Le gouvernement fédéral, pour sa part, conserve la responsabilité de déterminer les normes et objectifs nationaux ainsi que celles de l'admission de tout immigrant ou aubain. Il demeure seul responsable, par exemple, de refuser l'immigration à des personnes qui sont indésirables pour des motifs de criminalité ou de subversion. Le gouvernement fédéral continuera également de fixer les conditions d'attribution de la citoyenneté et d'accorder le statut de réfugié.
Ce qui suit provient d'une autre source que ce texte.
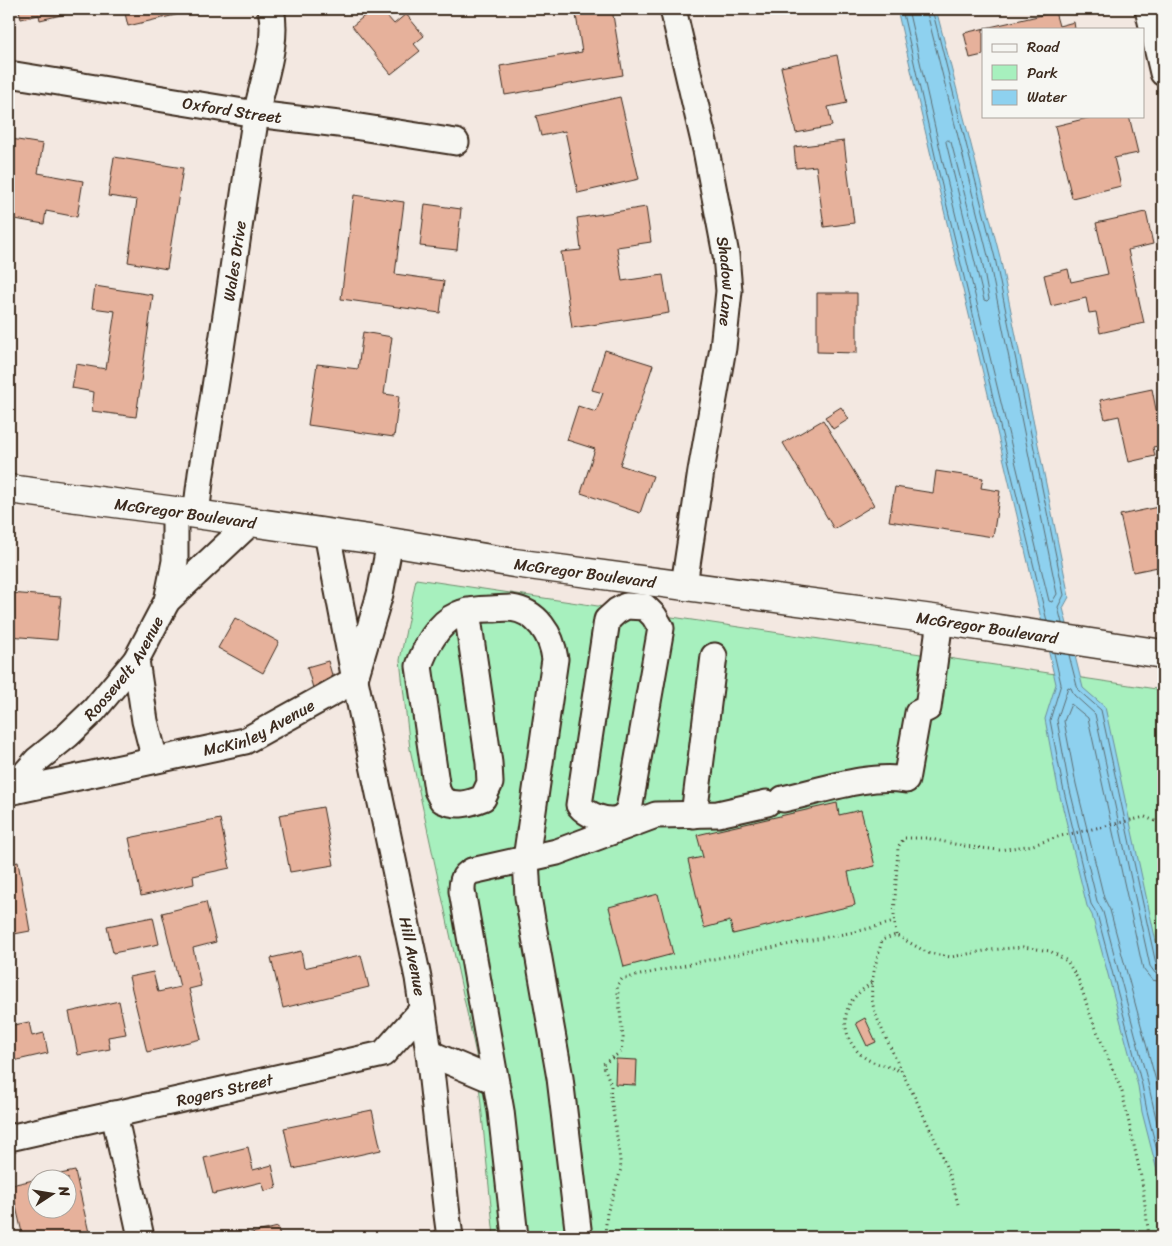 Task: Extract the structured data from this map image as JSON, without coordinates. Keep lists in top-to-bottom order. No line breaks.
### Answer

II reste un troisième champ couvert par l'accord Canada-Québec, c'est celui de l'accueil des immigrants et de leur intégration socio-économique et linguistique. J'estime que c'est dans ce domaine que les gains du Québec ont été les plus marquants et que se situe l'importance de l'entente actuelle par rapport à l'entente Cullen-Couture de 1978, laquelle était muette à ce sujet. En effet, en possédant la maîtrise d'oeuvre de ses programmes d'intégration, le Québec pourra mener une action spécifiquement québécoise auprès des nouveaux immigrants, des nouveaux arrivants, et ce, dans le sens que requièrent la sécurité linguistique et culturelle de notre société ainsi que son développement. À compter du 1er avril 1991, le Québec sera l'unique responsable des services d'accueil et d'intégration linguistique, culturelle et économique, spécifiquement offerts aux résidents permanents, c'est-à-dire aux immigrés en attente de leur citoyenneté.

Pour sa part, le fédéral s'engage à se retirer avec compensation financière desdits services, pourvu que le Québec les remplace par des services qui correspondent globalement à ceux offerts par le Canada dans le reste du pays. La compensation financière que le gouvernement fédéral s'est engagé à verser au Québec est de l'ordre de 72 000 000 $ en 1991-1992 et, pour les 3 années suivantes, de 82 000 000 $, de 85 000 000 $ et de 90 000 000 $; cela représentera 332 000 000 $ d'ici l'année financière 1994-1995. Une formule d'indexation prévue à l'accord sera ensuite appliquée. Le retrait fédéral avec juste compensation financière permettra au Québec de mettre en place une approche d'intégration cohérente qui respecte ses orientations et son identité, tout en évitant une duplication et une dispersion des efforts.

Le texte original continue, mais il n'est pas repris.